When most people use a retirement calculator for the first time, they are shocked to see the corpus required and the amount they need to invest. See, for example, the results of a retirement planning exercise. Then they assume there is no hope for them and a financially independent retirement is out of reach. That need not be the case.
This article discusses some generic steps to consider during and after a retirement planning exercise. You can use our robo-advisory tool for this. For real-life motivation, see: We lost sleep after using a retirement calculator! This is how we recovered.
- Do not panic. There are many ways a retirement corpus can be reduced (with corresponding costs), but first, consider your expenses.
- The primary goal of retirement planning is to maintain your current lifestyle. Evaluate your spending habits and determine the money needed to sustain a comfortable lifestyle for you and your partner/spouse. Do not include any non-essential items; they can be added back when you reach a comfortable level.
- Before starting the calculation or adjusting the inputs, check the following. If X = your monthly expenses that will persist in retirement, then each month, you should be able to invest at least 75% of X. This investment includes your mandatory EPF deduction (employee + employer).
- If your retirement is far away (at least 15+ years), then invest at least 50% of what you can each month in equity (stocks + MFs) and the rest in fixed income (EPF, NPS etc.). For more about this, see A simple thumb rule for retirement planning.
- You should be in a good position if you can pull off 3 and 4 and sustain it for 10+ years.
- If a further reduction in the corpus is necessary, we can tinker with the inputs. The minimum yearly inflation recommended after retirement is 6%. Before retirement, we recommend 7% inflation—the higher this value, the higher the corpus, and the higher the investment amount. If the corpus is too high, first try reducing expenses, and if still too high, reduce the inflation pre-retirement to 6% and post-retirement to 5%. This is not ideal, but we need some motivation to start.
- For example, a 35-year-old with Rs. 40,000 monthly expenses today will need Rs. 5.61 Crores at age 55 at 7% inflation before retirement and 6% after up to age 90.
- At 6% inflation before retirement and 5% inflation after, the corpus drops to Rs. 4.08 Crores. The investment amount required (assuming a 10% year-on-year increase in investment) reduces from Rs. 43,455 to Rs. 31,724.

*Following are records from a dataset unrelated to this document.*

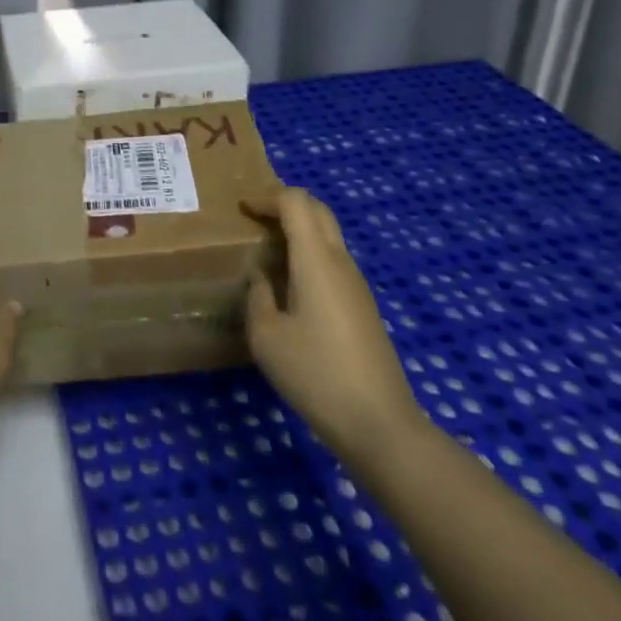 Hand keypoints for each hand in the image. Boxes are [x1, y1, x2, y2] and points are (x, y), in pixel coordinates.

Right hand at [244, 187, 425, 456]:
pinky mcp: (363, 306)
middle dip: (285, 204)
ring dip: (299, 230)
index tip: (242, 208)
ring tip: (267, 249)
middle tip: (255, 218)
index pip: (296, 202)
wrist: (379, 423)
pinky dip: (309, 254)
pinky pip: (334, 261)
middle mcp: (340, 262)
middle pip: (317, 210)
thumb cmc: (316, 374)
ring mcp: (356, 284)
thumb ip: (258, 297)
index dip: (267, 197)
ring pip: (328, 235)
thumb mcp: (266, 337)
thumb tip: (261, 277)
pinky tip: (290, 283)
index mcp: (316, 259) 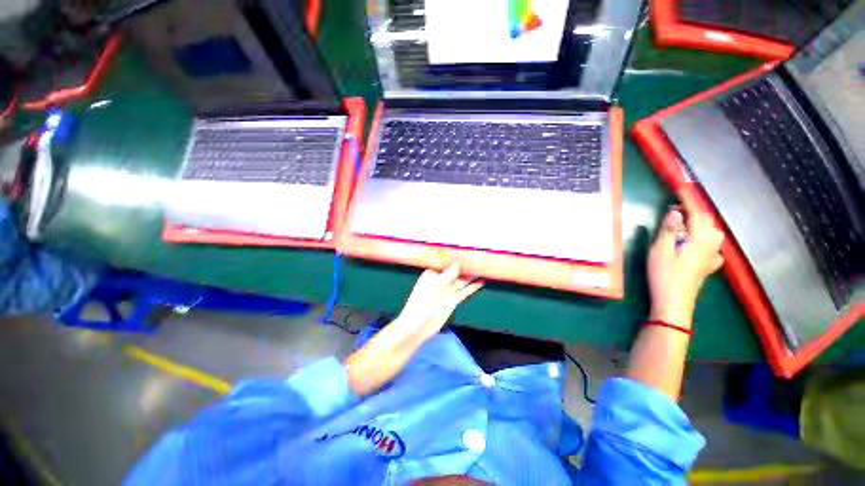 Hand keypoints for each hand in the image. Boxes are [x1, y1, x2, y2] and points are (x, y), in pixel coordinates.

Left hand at [392, 263, 483, 342]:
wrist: (418, 326)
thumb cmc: (422, 302)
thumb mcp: (435, 285)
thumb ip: (447, 274)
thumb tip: (458, 263)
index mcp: (433, 273)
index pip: (447, 263)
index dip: (458, 258)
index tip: (469, 253)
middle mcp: (441, 280)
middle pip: (457, 271)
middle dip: (467, 266)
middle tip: (481, 260)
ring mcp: (447, 291)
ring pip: (462, 281)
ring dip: (472, 276)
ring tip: (485, 269)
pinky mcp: (453, 300)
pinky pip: (464, 291)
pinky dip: (473, 287)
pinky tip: (481, 282)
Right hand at [647, 189, 723, 328]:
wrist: (674, 303)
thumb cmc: (664, 277)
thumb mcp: (660, 252)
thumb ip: (668, 231)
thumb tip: (675, 212)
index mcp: (698, 240)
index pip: (696, 213)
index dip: (688, 199)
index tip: (680, 186)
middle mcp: (710, 245)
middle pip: (707, 221)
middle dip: (694, 209)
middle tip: (678, 204)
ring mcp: (711, 256)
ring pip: (712, 232)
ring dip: (700, 222)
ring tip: (686, 220)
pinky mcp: (708, 265)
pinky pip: (712, 245)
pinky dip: (705, 237)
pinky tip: (698, 242) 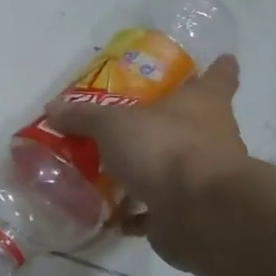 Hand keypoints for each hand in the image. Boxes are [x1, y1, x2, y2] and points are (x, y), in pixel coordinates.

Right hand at [45, 53, 247, 271]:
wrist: (201, 212)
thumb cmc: (165, 147)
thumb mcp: (113, 124)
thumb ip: (84, 116)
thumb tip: (53, 107)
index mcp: (203, 104)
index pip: (219, 78)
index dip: (219, 69)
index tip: (222, 60)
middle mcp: (213, 136)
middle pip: (195, 123)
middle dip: (168, 122)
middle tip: (133, 120)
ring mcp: (205, 178)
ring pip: (176, 167)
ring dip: (150, 170)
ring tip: (111, 171)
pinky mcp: (193, 212)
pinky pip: (160, 209)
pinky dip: (139, 213)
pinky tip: (112, 215) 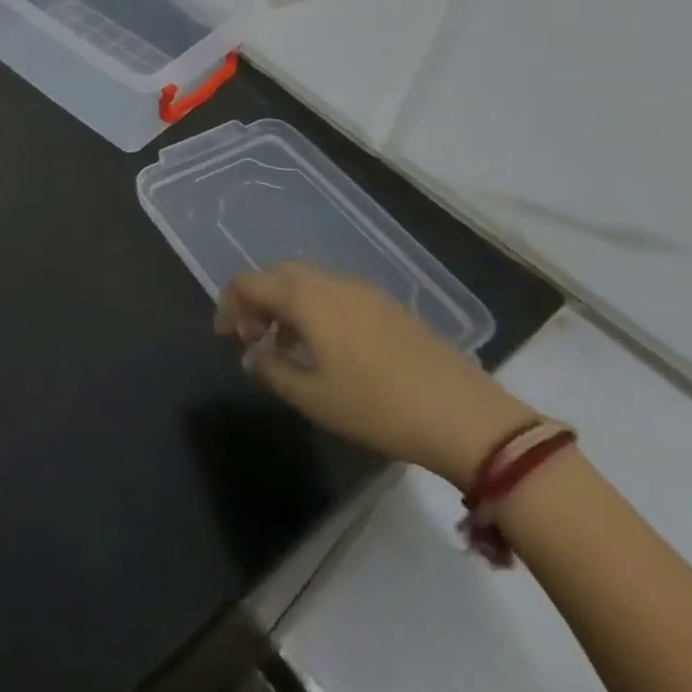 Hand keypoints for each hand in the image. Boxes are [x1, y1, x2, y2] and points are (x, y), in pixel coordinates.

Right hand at [216, 261, 535, 485]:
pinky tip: (327, 348)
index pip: (248, 282)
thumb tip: (252, 355)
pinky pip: (334, 293)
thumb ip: (272, 370)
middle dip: (257, 300)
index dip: (228, 306)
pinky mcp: (387, 305)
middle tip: (254, 338)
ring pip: (307, 282)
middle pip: (277, 274)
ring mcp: (362, 290)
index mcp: (304, 296)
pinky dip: (315, 309)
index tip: (225, 338)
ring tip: (288, 346)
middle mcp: (329, 281)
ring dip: (286, 305)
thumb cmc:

- If the expenses are reduced to Rs. 35,000 (that is, we assume only this much from the current expenses will be required at the time of retirement) with inflation at 6% before and 5% after retirement, the corpus drops to Rs. 3.57 Crores requiring a monthly investment of Rs. 27,758 (increasing 10% a year)
- We can further reduce the corpus if we reduce the life expectancy to age 85 from age 90. In this example, we assume the person is either unmarried or has a spouse of the same age. If the spouse is younger, then the robo tool automatically computes the corpus until the younger spouse turns 90 (this is variable).
- The corpus then reduces to Rs. 3.27 Crores requiring a monthly investment of Rs. 25,622 (increasing 10% annually).
- The above calculations are made with 10% returns from equity (post-tax), 6% returns from tax-free fixed income, and 5% post-tax returns from taxable fixed income.
- Obviously, the corpus and investment amount required will be further reduced if these return assumptions are increased. However, we strongly recommend against this. These return assumptions are not what you will get next year or the year after. These are returns expected at the time of retirement and beyond. So they should be lower than what we see today.
An investor can adjust the corpus and investment amount to reasonably lower values using these steps. Although these changes may not reflect reality, investors must start investing instead of getting upset and losing sleep over the large corpus and investment required. After a few years, the investor can revisit these assumptions and nudge them closer to reality.